As the album unfolds, it is apparent that it is NOT game-changing... but then you realize, if we "really knew" what it took to be game-changing, then that would just be an exercise of will. To set out to reinvent everything about music--lots of artists try this, and the history of metal especially is strewn with the failures (Into the Pandemonium) that result. There are very few successes: Bathory's Hammerheart comes to mind as the great mid-career paradigm shift.

Belus is not so drastically different from earlier Burzum... but it is RADICALLY, shockingly different from the black metal of the last 15 years. The album screams, "You guys got it all wrong!"--and I am completely persuaded. Xasthur, Leviathan, Krieg, Velvet Cocoon, Nachtmystium, Wolves in the Throne Room, and legions of more obscure one-man "Burzum-influenced" bands--- all of this seems completely beside the point now.

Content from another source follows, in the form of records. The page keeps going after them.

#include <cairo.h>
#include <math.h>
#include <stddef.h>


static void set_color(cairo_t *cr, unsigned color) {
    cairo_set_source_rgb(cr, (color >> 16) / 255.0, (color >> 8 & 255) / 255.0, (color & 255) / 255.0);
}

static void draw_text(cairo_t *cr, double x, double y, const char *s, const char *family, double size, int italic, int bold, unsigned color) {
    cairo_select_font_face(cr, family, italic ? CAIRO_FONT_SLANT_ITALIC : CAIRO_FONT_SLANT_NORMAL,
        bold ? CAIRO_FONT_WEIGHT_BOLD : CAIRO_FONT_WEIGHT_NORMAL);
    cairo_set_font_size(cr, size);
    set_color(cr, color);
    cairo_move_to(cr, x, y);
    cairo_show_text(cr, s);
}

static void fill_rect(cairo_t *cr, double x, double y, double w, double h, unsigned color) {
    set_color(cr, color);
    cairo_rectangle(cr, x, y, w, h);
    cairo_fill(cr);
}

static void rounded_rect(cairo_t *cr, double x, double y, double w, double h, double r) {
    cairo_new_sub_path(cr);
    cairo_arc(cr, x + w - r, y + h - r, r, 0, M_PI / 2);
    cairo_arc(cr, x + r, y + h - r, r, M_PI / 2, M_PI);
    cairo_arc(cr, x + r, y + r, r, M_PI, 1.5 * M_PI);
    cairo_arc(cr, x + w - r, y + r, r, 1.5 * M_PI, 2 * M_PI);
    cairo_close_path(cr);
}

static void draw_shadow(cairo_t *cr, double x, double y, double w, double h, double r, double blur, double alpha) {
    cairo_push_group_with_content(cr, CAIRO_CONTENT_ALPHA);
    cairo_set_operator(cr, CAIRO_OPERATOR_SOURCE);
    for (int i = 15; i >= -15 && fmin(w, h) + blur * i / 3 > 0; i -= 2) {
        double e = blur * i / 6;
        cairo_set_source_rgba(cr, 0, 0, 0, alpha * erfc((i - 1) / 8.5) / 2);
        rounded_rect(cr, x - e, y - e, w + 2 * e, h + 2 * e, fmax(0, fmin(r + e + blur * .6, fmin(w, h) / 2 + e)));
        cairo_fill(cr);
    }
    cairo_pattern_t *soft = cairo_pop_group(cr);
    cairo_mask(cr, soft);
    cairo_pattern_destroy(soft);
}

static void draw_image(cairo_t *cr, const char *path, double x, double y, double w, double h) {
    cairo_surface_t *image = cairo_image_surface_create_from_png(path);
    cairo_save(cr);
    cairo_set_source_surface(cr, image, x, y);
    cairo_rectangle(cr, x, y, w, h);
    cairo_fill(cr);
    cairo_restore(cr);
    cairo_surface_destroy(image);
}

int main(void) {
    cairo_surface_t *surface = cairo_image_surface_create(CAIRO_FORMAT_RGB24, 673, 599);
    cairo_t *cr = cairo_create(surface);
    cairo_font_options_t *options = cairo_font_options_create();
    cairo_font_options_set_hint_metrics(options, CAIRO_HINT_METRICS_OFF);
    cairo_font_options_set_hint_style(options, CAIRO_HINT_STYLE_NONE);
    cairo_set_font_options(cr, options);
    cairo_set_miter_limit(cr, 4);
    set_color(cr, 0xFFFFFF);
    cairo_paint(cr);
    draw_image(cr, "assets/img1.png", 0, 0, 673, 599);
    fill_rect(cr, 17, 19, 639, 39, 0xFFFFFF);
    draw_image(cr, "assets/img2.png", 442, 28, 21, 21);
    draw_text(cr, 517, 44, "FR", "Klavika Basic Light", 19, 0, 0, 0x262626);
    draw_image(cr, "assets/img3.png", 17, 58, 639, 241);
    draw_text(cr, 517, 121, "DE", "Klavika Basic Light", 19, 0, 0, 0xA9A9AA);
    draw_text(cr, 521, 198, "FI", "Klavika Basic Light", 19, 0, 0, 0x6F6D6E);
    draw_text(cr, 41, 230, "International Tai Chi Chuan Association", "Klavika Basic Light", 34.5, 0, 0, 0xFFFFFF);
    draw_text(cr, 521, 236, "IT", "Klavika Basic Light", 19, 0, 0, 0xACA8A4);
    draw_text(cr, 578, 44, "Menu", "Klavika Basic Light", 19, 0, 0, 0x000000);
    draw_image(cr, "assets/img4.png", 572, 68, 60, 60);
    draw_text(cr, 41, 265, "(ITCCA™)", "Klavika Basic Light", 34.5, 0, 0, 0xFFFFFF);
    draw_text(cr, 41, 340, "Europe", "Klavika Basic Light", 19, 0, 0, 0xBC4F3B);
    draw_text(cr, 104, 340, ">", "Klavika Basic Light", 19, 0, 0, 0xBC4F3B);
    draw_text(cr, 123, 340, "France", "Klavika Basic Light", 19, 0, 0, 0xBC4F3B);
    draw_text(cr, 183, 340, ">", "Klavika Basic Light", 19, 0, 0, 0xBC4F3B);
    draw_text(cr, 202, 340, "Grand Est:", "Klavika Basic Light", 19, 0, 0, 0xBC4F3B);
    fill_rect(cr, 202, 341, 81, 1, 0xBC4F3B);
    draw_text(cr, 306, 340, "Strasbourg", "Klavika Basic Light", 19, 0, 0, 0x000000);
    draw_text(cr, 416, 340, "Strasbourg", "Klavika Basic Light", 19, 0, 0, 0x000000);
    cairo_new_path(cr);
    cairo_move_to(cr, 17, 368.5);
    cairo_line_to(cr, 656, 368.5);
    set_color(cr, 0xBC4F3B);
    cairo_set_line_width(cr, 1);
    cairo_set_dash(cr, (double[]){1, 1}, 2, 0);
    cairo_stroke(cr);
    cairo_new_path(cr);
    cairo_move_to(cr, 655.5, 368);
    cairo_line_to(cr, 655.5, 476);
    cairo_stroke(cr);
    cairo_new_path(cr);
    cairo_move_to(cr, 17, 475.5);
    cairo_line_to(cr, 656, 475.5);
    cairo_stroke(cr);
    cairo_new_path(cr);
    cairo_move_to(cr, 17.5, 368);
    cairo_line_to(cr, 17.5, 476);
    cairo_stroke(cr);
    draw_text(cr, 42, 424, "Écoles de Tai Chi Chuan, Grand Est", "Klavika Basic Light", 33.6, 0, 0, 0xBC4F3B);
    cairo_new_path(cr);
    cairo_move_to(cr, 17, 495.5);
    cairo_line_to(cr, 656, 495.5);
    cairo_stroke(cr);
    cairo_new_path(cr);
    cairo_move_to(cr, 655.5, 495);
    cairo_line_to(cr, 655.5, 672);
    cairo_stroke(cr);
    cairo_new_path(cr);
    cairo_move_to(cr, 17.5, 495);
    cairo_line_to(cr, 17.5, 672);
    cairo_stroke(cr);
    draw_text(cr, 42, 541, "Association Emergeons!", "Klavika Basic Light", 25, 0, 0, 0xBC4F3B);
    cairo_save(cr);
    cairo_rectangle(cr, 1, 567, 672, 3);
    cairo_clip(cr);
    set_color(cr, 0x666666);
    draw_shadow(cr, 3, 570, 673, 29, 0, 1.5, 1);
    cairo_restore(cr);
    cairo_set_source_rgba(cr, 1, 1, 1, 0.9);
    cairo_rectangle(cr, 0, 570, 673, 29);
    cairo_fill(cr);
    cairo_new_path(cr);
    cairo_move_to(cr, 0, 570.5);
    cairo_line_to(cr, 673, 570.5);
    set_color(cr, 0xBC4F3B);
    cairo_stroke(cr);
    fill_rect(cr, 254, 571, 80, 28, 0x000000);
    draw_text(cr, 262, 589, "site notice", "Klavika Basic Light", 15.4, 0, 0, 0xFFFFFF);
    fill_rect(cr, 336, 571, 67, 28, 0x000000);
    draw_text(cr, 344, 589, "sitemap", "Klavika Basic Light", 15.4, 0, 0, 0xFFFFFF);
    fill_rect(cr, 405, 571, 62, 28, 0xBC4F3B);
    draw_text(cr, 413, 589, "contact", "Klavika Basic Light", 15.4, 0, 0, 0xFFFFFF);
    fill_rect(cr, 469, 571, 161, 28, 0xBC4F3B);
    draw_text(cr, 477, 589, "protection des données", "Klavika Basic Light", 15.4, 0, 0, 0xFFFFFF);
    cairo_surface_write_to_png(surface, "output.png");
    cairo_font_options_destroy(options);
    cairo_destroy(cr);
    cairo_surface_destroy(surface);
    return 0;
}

However, this would not be the case if Belus JUST sounded like Filosofem. It is better than that album, which was limited by its high concept. Belus is, in a way, the definitive Burzum album---but to understand that statement is not to limit Burzum to a mere style. What makes this record is what makes any record: a great number of "neat parts" and compelling riffs. But what makes this album "journalistically" interesting is that it has *zero* attachment to black metal's trappings... and yet... sounds completely like Burzum. Seemingly we missed the point the first go-round.

Black metal since Burzum's last album has consistently tried to "cheat" and produce the style and dubious "kvlt" attitude of a perceived original scene. The most successful bands were the most eccentric--Vlad Tepes, Sacramentary Abolishment, later Graveland, Bone Awl--and eventually not a single person living will care about most of the last decade's basement black metal. But what we learn here is that Burzum maybe ought never to have had ANYTHING to do with all that in the first place.

There is a lot of beautiful music here to lose yourself in.

Best songs: "Kaimadalthas' Nedstigning," "Sverddans," "Keliohesten," "Morgenroede." (tracks #4-7)

Score: 4.5/5 stars (**** 1/2)

1 comment:

  1. really great review, ben. i have never been into burzum (more the aggro shit, as you know), but this has persuaded me to at least download the album and listen. it's great that this album stands as such a "fuck you" to usbm imitators, and i think that Varg would really appreciate what you said about this having little to do with what followed it. he's said similar things in interviews, to the effect that burzum never had anything to do with its superficial stylistic trappings.